Fertility drugs fall into three main categories:

  • Clomiphene (Clomid, Serophene) – Most commonly known as Clomid, this is an oral medicine used to stimulate egg production and ovulation. It is prescribed to hyperstimulate the ovaries in preparation for IVF, and to encourage ovulation in women with PCOS. Women taking Clomid have an 80% ovulation rate within the first few months; 40% of these go on to become pregnant. Clomid can increase the likelihood of conceiving multiples.
  • Gonadotropins – These are injectable drugs, usually used when Clomiphene has been unsuccessful in inducing ovulation.
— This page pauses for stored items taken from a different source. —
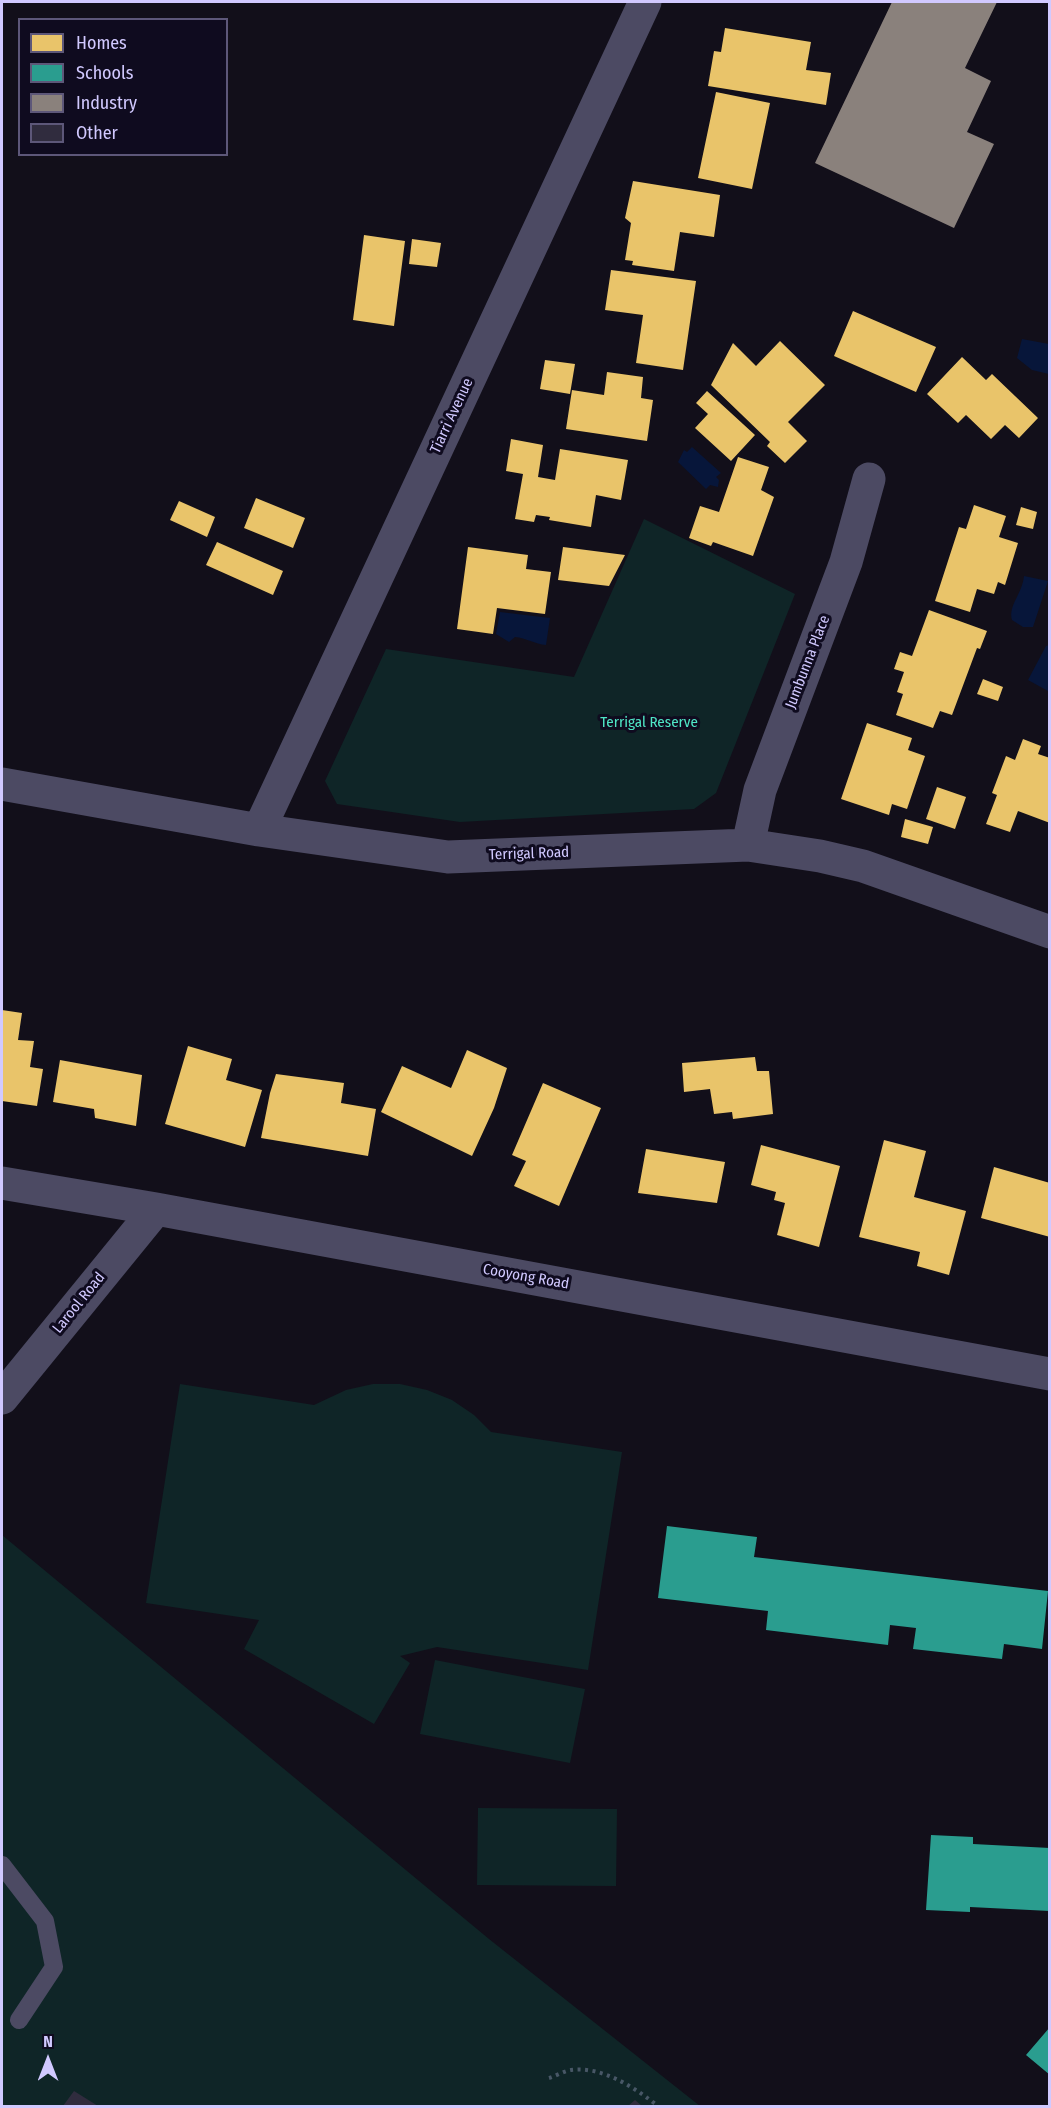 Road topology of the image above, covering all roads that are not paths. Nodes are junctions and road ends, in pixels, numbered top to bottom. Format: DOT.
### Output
graph roads {
  1 [pos="645,2"];
  2 [pos="869,478"];
  3 [pos="2,784"];
  4 [pos="259,830"];
  5 [pos="748,845"];
  6 [pos="1050,932"];
  7 [pos="2,1183"];
  8 [pos="156,1209"];
  9 [pos="1050,1374"];
  10 [pos="2,1398"];
  11 [pos="2,1865"];
  12 [pos="19,2020"];
  1 -- 4 [label="street, Tiarri Avenue"];
  2 -- 5 [label="street, Jumbunna Place"];
  3 -- 4 [label="street, Terrigal Road"];
  4 -- 5 [label="street, Terrigal Road"];
  5 -- 6 [label="street, Terrigal Road"];
  7 -- 8 [label="street, Cooyong Road"];
  8 -- 9 [label="street, Cooyong Road"];
  8 -- 10 [label="street, Larool Road"];
  11 -- 12 [label="lane"];
} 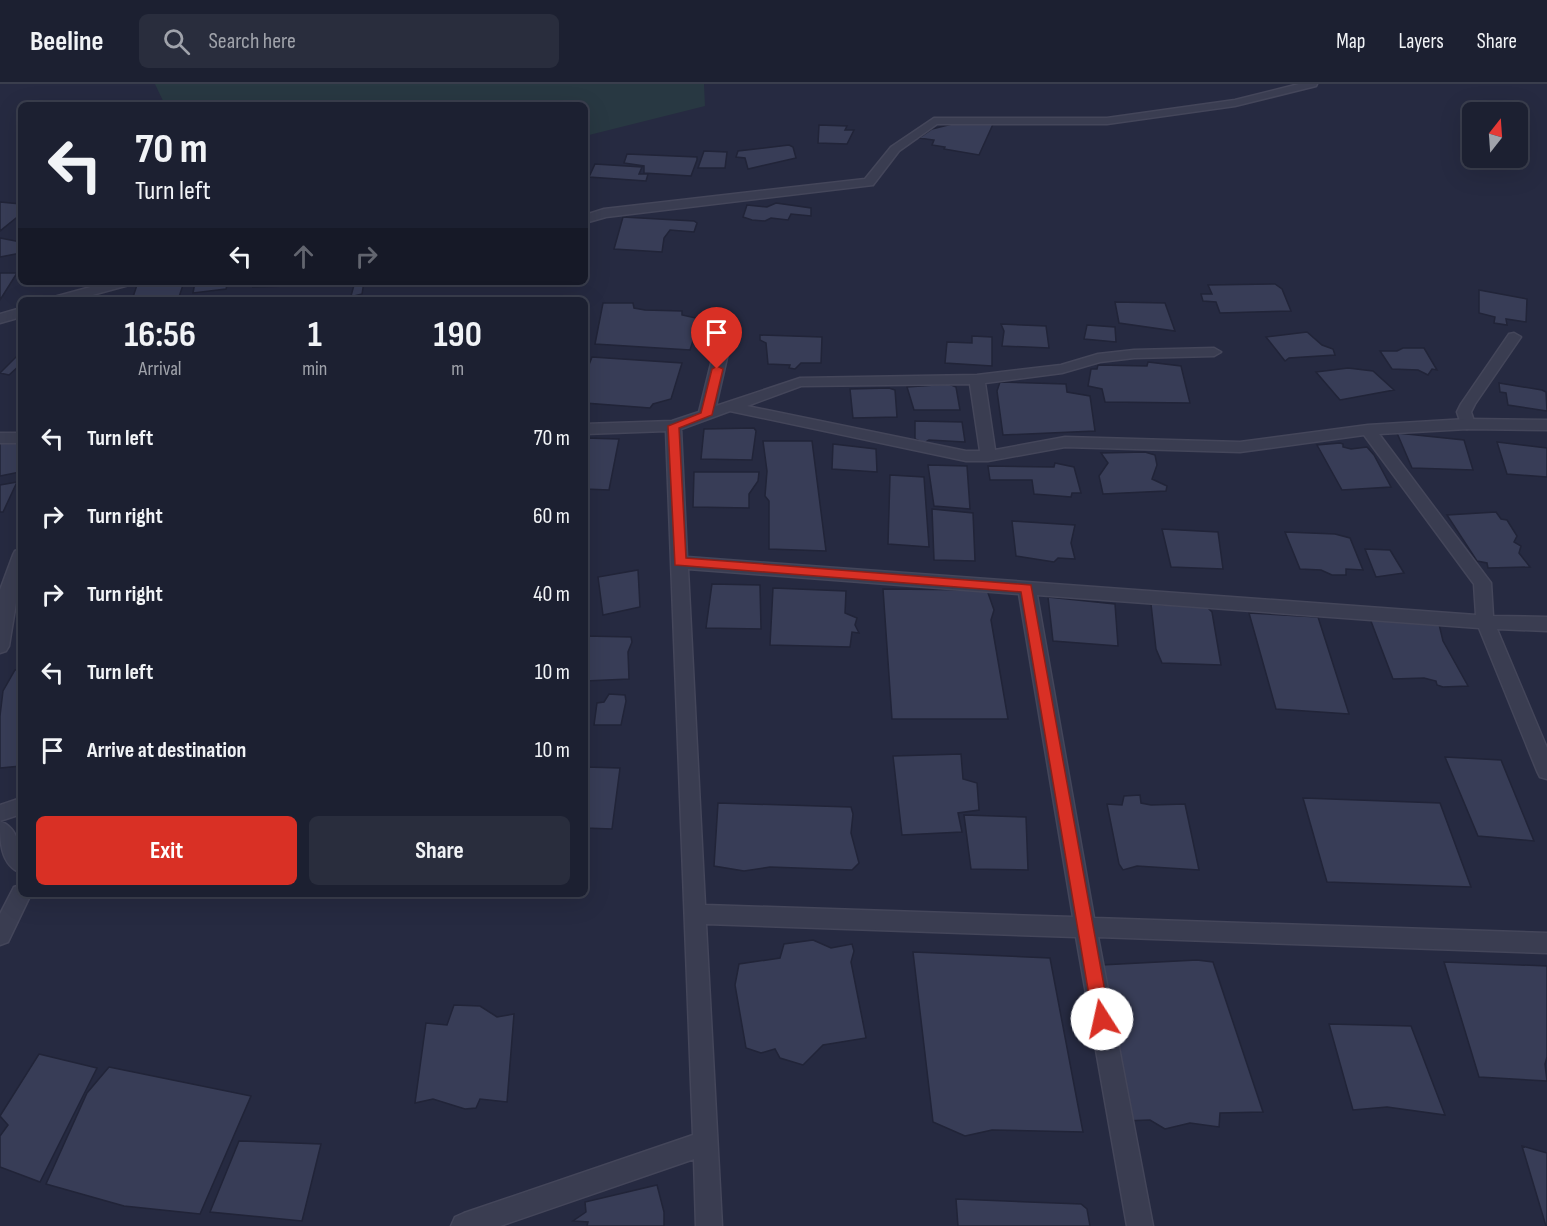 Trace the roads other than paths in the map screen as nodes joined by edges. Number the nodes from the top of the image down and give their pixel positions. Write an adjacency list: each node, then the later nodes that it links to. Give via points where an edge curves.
1 (1312, 84): 2 (street, via 1235,103 1107,121 934,121 895,149 868,182)
2 (588, 218)
3 (113, 285): 4 (street)
4 (70, 297)
5 (18, 313): 6 (street)
6 (0, 318)
7 (728, 323): 12 (street)
8 (1514, 337): 13 (street, via 1468,404 1464,412)
9 (1214, 352): 10 (street, via 1098,358 1062,369)
10 (977, 379): 11 (street, via 800,382); 20 (street)
11 (730, 407): 12 (street); 20 (street, via 966,456)
12 (706, 415): 15 (street)
13 (1467, 424): 14 (street); 17 (street)
14 (1547, 425)
15 (673, 426): 16 (street); 21 (street)
16 (588, 429)
17 (1368, 430): 20 (street, via 1240,447 1065,442); 24 (street, via 1482,583)
18 (0, 438): 19 (street)
19 (18, 438)
20 (988, 456)
21 (680, 562): 23 (street); 33 (street)
22 (18, 564): 26 (street, via 8,592)
23 (1027, 588): 24 (street); 34 (street)
24 (1485, 622): 25 (street); 27 (street)
25 (1547, 624)
26 (0, 646)
27 (1547, 771)
28 (18, 807): 29 (street)
29 (0, 813)
30 (0, 830): 31 (street)
31 (18, 859)
32 (19, 897): 35 (street)
33 (696, 914): 34 (street); 37 (street)
34 (1085, 927): 36 (street); 40 (street)
35 (0, 935)
36 (1547, 943)
37 (706, 1143): 38 (street); 39 (street)
38 (464, 1226)
39 (710, 1226)
40 (1140, 1226)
They, too, work best when treating PCOS-related fertility problems or in conjunction with IVF. Gonadotropins may consist of one or a combination of hormones that stimulate follicle development and ovulation, as well as encourage the body’s own release of pregnancy hormones. There is a 20-60% rate of success with conception.
  • Bromocriptine (Parlodel) – Doctors prescribe this oral or vaginal medicine to treat a rare type of tumor in the pituitary gland, which slows estrogen production and stops ovulation. Women taking the drug have a 90% chance of ovulation.

Doctors sometimes prescribe Clomiphene or Gonadtropins to the male partner to treat hormonal deficiencies that lead to low sperm production. Despite claims that fertility drugs can increase a woman’s chance of developing ovarian cancer, recent studies have shown this is not the case.

As with any medication, there is a risk of side effects when taking any fertility drug. Hyperstimulation of the ovaries can lead to stomachaches and nausea. Also, women must carefully monitor their cycles and have frequent medical check-ups while taking fertility drugs; this can be exhausting and take an emotional toll.